RAW DATA Block Start
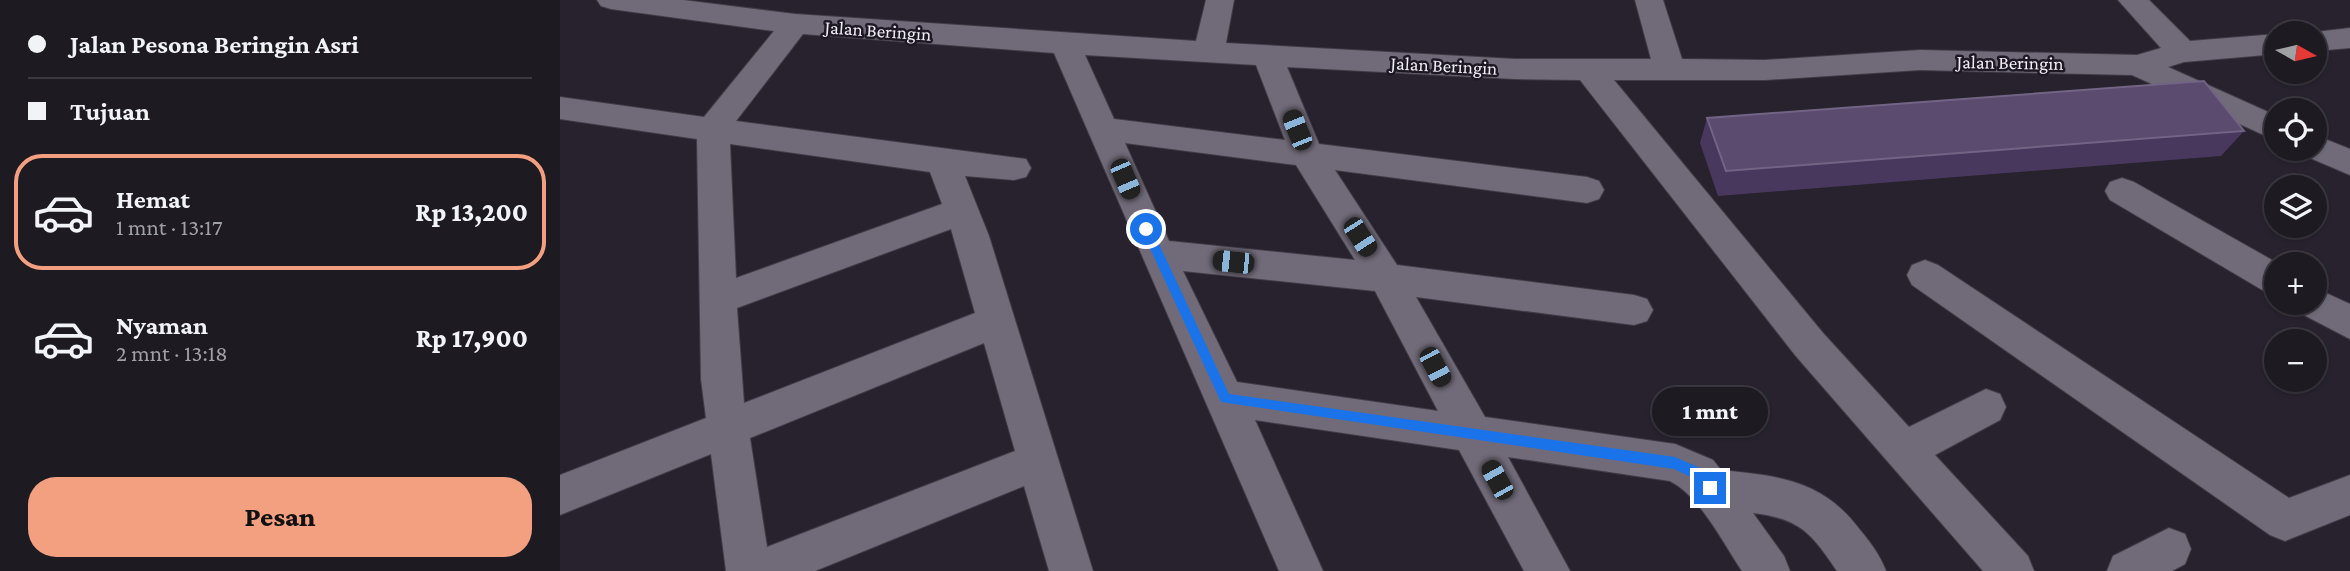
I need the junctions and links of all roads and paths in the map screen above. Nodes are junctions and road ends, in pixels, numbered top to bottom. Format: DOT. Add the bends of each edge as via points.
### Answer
graph roads {
  1 [pos="611,0"];
  2 [pos="1220,0"];
  3 [pos="1649,0"];
  4 [pos="2132,0"];
  5 [pos="795,24"];
  6 [pos="2350,38"];
  7 [pos="2328,40"];
  8 [pos="1065,44"];
  9 [pos="2264,45"];
  10 [pos="1209,51"];
  11 [pos="2183,52"];
  12 [pos="1267,55"];
  13 [pos="2137,65"];
  14 [pos="1588,69"];
  15 [pos="1670,70"];
  16 [pos="560,108"];
  17 [pos="2264,123"];
  18 [pos="713,128"];
  19 [pos="1104,129"];
  20 [pos="2327,152"];
  21 [pos="1307,155"];
  22 [pos="943,162"];
  23 [pos="2350,163"];
  24 [pos="1014,168"];
  25 [pos="1587,190"];
  26 [pos="2122,191"];
  27 [pos="961,211"];
  28 [pos="1157,254"];
  29 [pos="2264,273"];
  30 [pos="1925,275"];
  31 [pos="1386,278"];
  32 [pos="718,300"];
  33 [pos="1634,310"];
  34 [pos="2327,310"];
  35 [pos="996,321"];
  36 [pos="2350,323"];
  37 [pos="1225,398"];
  38 [pos="1986,407"];
  39 [pos="728,429"];
  40 [pos="1471,434"];
  41 [pos="1903,450"];
  42 [pos="1038,461"];
  43 [pos="1710,488"];
  44 [pos="560,495"];
  45 [pos="2350,495"];
  46 [pos="2169,549"];
  47 [pos="748,571"];
  48 [pos="761,571"];
  49 [pos="1071,571"];
  50 [pos="1301,571"];
  51 [pos="1548,571"];
  52 [pos="1768,571"];
  53 [pos="1864,571"];
  54 [pos="2012,571"];
  55 [pos="2129,571"];
  1 -- 5 [label="street, Jalan Beringin"];
  2 -- 10 [label="street"];
  3 -- 15 [label="street"];
  4 -- 11 [label="street"];
  5 -- 8 [label="street, Jalan Beringin"];
  5 -- 18 [label="street"];
  6 -- 7 [label="street"];
  8 -- 10 [label="street, Jalan Beringin"];
  8 -- 19 [label="street"];
  9 -- 11 [label="street, Jalan Beringin"];
  10 -- 12 [label="street, Jalan Beringin"];
  11 -- 13 [label="street, Jalan Beringin"];
  12 -- 14 [label="street, Jalan Beringin"];
  12 -- 21 [label="street"];
  13 -- 15 [label="street, Jalan Beringin" via="1920,60 1765,70"];
  13 -- 17 [label="street"];
  14 -- 15 [label="street, Jalan Beringin"];
  14 -- 41 [label="street" via="1809,344"];
  16 -- 18 [label="street"];
  18 -- 22 [label="street"];
  18 -- 32 [label="street"];
  19 -- 21 [label="street"];
  19 -- 28 [label="street"];
  20 -- 23 [label="street"];
  21 -- 25 [label="street"];
  21 -- 31 [label="street"];
  22 -- 24 [label="street"];
  22 -- 27 [label="street"];
  26 -- 29 [label="street"];
  27 -- 32 [label="street"];
  27 -- 35 [label="street"];
  28 -- 31 [label="street"];
  28 -- 37 [label="street"];
  30 -- 45 [label="street" via="2285,520"];
  31 -- 33 [label="street"];
  31 -- 40 [label="street"];
  32 -- 39 [label="street"];
  34 -- 36 [label="street"];
  35 -- 39 [label="street"];
  35 -- 42 [label="street"];
  37 -- 40 [label="street"];
  37 -- 50 [label="street"];
  38 -- 41 [label="street"];
  39 -- 44 [label="street"];
  39 -- 47 [label="street"];
  40 -- 43 [label="street" via="1675,463 1698,474"];
  40 -- 51 [label="street"];
  41 -- 54 [label="street"];
  42 -- 48 [label="street"];
  42 -- 49 [label="street"];
  43 -- 52 [label="street"];
  43 -- 53 [label="street" via="1791,500 1811,509"];
  46 -- 55 [label="street"];
}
RAW DATA Block End
(TASK) Check each line of the data above for the string "roads", and copy the ones that have it.

(ANSWER TO THE EXERCISE)
I need the junctions and links of all roads and paths in the map screen above. Nodes are junctions and road ends, in pixels, numbered top to bottom. Format: DOT. Add the bends of each edge as via points.
graph roads {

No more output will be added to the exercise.